EXERCISE REQUIREMENTS:
Please retype the records below exactly as they appear, but leave out the pictures.

MATERIAL SHOWN Block Start

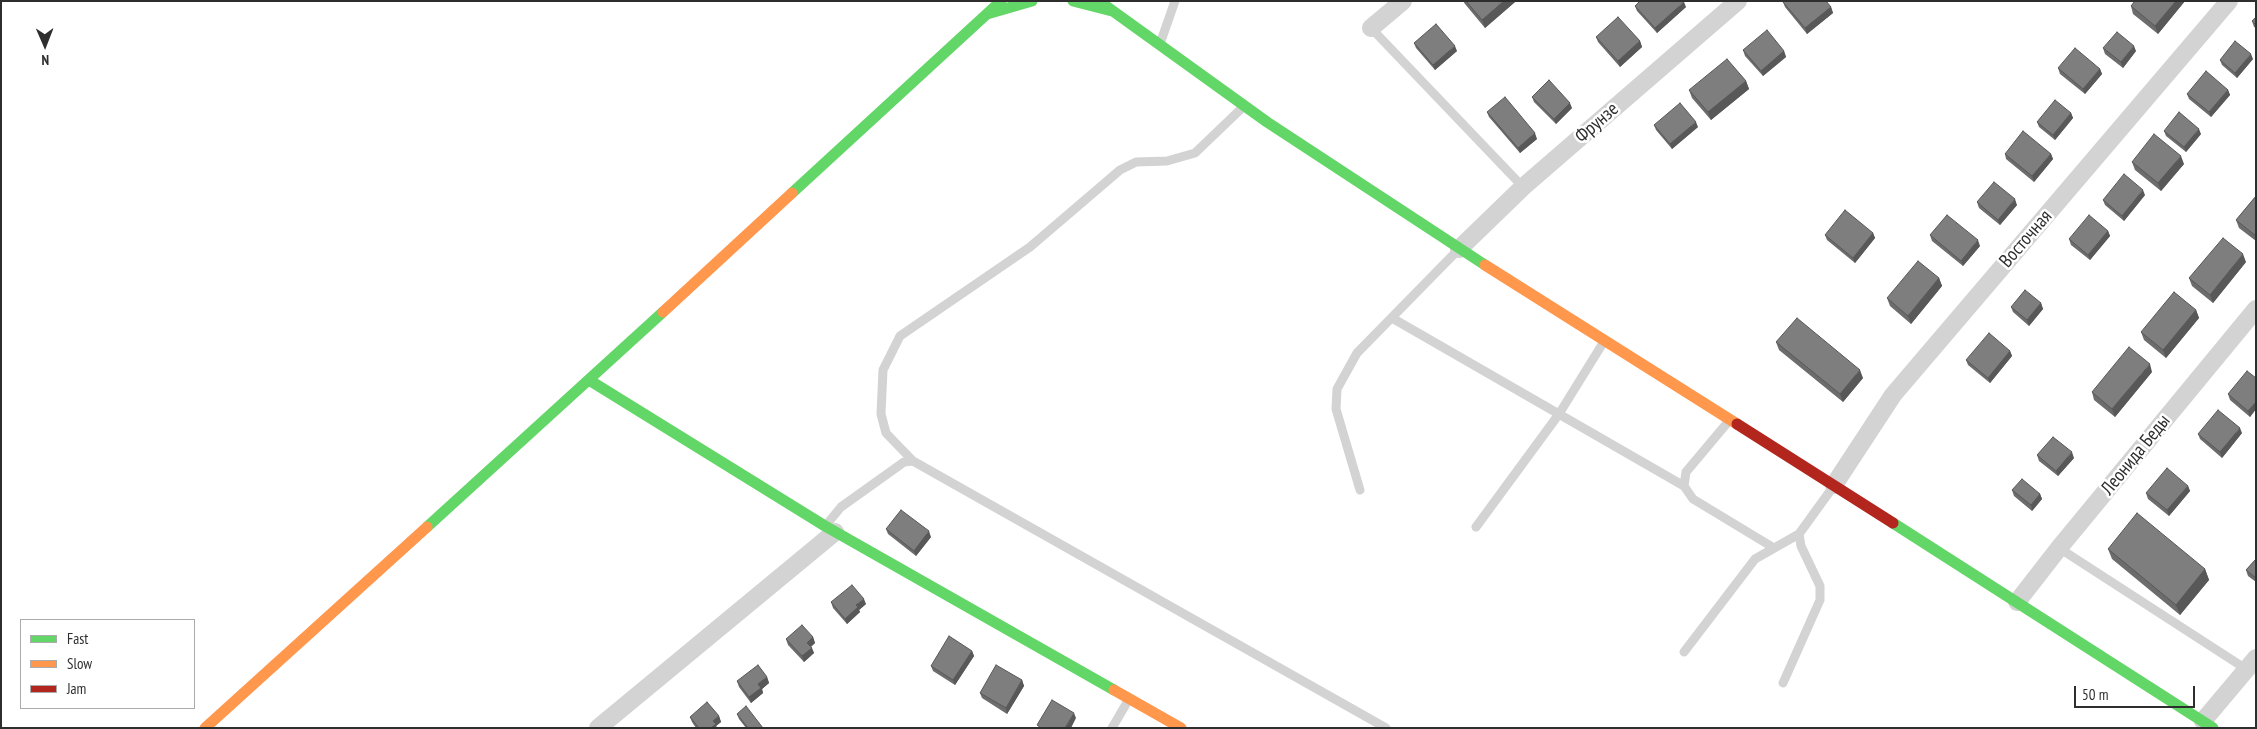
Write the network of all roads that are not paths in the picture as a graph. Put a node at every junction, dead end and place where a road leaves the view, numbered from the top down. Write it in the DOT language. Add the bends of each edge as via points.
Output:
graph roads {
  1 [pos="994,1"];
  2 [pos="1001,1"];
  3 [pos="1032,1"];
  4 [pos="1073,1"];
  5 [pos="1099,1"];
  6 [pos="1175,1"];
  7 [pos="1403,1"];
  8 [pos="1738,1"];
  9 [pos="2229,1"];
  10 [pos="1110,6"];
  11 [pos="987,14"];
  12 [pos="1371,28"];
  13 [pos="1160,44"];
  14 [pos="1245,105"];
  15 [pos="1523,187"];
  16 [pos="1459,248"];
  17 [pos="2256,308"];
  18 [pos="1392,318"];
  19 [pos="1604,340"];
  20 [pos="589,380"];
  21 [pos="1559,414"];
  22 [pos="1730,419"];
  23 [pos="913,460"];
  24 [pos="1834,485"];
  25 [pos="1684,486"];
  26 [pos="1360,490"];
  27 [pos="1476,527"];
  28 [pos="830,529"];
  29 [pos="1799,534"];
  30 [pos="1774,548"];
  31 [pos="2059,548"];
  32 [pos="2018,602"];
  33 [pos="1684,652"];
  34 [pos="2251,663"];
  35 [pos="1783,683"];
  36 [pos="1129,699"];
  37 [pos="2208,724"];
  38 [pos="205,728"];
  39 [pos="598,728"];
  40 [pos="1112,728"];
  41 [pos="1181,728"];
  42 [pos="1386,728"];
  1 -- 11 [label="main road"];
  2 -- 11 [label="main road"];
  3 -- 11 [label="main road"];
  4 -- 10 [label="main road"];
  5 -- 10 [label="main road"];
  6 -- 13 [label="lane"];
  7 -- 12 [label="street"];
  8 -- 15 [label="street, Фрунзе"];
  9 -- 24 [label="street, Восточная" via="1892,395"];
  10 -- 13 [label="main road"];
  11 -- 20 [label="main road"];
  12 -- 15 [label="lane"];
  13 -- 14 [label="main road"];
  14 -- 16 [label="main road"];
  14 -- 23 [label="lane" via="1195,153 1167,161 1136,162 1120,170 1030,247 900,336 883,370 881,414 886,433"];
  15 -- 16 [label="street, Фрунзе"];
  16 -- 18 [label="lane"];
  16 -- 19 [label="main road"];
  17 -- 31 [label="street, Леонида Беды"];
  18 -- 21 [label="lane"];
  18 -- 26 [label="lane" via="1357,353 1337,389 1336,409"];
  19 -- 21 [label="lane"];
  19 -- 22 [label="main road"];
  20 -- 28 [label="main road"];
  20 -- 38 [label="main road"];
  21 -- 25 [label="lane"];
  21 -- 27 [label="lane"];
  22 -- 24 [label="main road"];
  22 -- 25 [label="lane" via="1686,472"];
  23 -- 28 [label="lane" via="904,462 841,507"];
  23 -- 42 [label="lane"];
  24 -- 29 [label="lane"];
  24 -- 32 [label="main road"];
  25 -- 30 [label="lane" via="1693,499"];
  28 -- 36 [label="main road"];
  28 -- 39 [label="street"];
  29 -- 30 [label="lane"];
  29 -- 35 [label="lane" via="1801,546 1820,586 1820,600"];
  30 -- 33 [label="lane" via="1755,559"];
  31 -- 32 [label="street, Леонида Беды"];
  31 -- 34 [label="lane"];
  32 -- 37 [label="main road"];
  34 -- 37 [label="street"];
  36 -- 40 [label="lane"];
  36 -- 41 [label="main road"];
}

MATERIAL SHOWN Block End

EXERCISE ANSWER:
Write the network of all roads that are not paths in the picture as a graph. Put a node at every junction, dead end and place where a road leaves the view, numbered from the top down. Write it in the DOT language. Add the bends of each edge as via points.
Output:
graph roads {
  1 [pos="994,1"];
  2 [pos="1001,1"];
  3 [pos="1032,1"];
  4 [pos="1073,1"];
  5 [pos="1099,1"];
  6 [pos="1175,1"];
  7 [pos="1403,1"];
  8 [pos="1738,1"];
  9 [pos="2229,1"];
  10 [pos="1110,6"];
  11 [pos="987,14"];
  12 [pos="1371,28"];
  13 [pos="1160,44"];
  14 [pos="1245,105"];
  15 [pos="1523,187"];
  16 [pos="1459,248"];
  17 [pos="2256,308"];
  18 [pos="1392,318"];
  19 [pos="1604,340"];
  20 [pos="589,380"];
  21 [pos="1559,414"];
  22 [pos="1730,419"];
  23 [pos="913,460"];
  24 [pos="1834,485"];
  25 [pos="1684,486"];
  26 [pos="1360,490"];
  27 [pos="1476,527"];
  28 [pos="830,529"];
  29 [pos="1799,534"];
  30 [pos="1774,548"];
  31 [pos="2059,548"];
  32 [pos="2018,602"];
  33 [pos="1684,652"];
  34 [pos="2251,663"];
  35 [pos="1783,683"];
  36 [pos="1129,699"];
  37 [pos="2208,724"];
  38 [pos="205,728"];
  39 [pos="598,728"];
  40 [pos="1112,728"];
  41 [pos="1181,728"];
  42 [pos="1386,728"];
  1 -- 11 [label="main road"];
  2 -- 11 [label="main road"];
  3 -- 11 [label="main road"];
  4 -- 10 [label="main road"];
  5 -- 10 [label="main road"];
  6 -- 13 [label="lane"];
  7 -- 12 [label="street"];
  8 -- 15 [label="street, Фрунзе"];
  9 -- 24 [label="street, Восточная" via="1892,395"];
  10 -- 13 [label="main road"];
  11 -- 20 [label="main road"];
  12 -- 15 [label="lane"];
  13 -- 14 [label="main road"];
  14 -- 16 [label="main road"];
  14 -- 23 [label="lane" via="1195,153 1167,161 1136,162 1120,170 1030,247 900,336 883,370 881,414 886,433"];
  15 -- 16 [label="street, Фрунзе"];
  16 -- 18 [label="lane"];
  16 -- 19 [label="main road"];
  17 -- 31 [label="street, Леонида Беды"];
  18 -- 21 [label="lane"];
  18 -- 26 [label="lane" via="1357,353 1337,389 1336,409"];
  19 -- 21 [label="lane"];
  19 -- 22 [label="main road"];
  20 -- 28 [label="main road"];
  20 -- 38 [label="main road"];
  21 -- 25 [label="lane"];
  21 -- 27 [label="lane"];
  22 -- 24 [label="main road"];
  22 -- 25 [label="lane" via="1686,472"];
  23 -- 28 [label="lane" via="904,462 841,507"];
  23 -- 42 [label="lane"];
  24 -- 29 [label="lane"];
  24 -- 32 [label="main road"];
  25 -- 30 [label="lane" via="1693,499"];
  28 -- 36 [label="main road"];
  28 -- 39 [label="street"];
  29 -- 30 [label="lane"];
  29 -- 35 [label="lane" via="1801,546 1820,586 1820,600"];
  30 -- 33 [label="lane" via="1755,559"];
  31 -- 32 [label="street, Леонида Беды"];
  31 -- 34 [label="lane"];
  32 -- 37 [label="main road"];
  34 -- 37 [label="street"];
  36 -- 40 [label="lane"];
  36 -- 41 [label="main road"];
}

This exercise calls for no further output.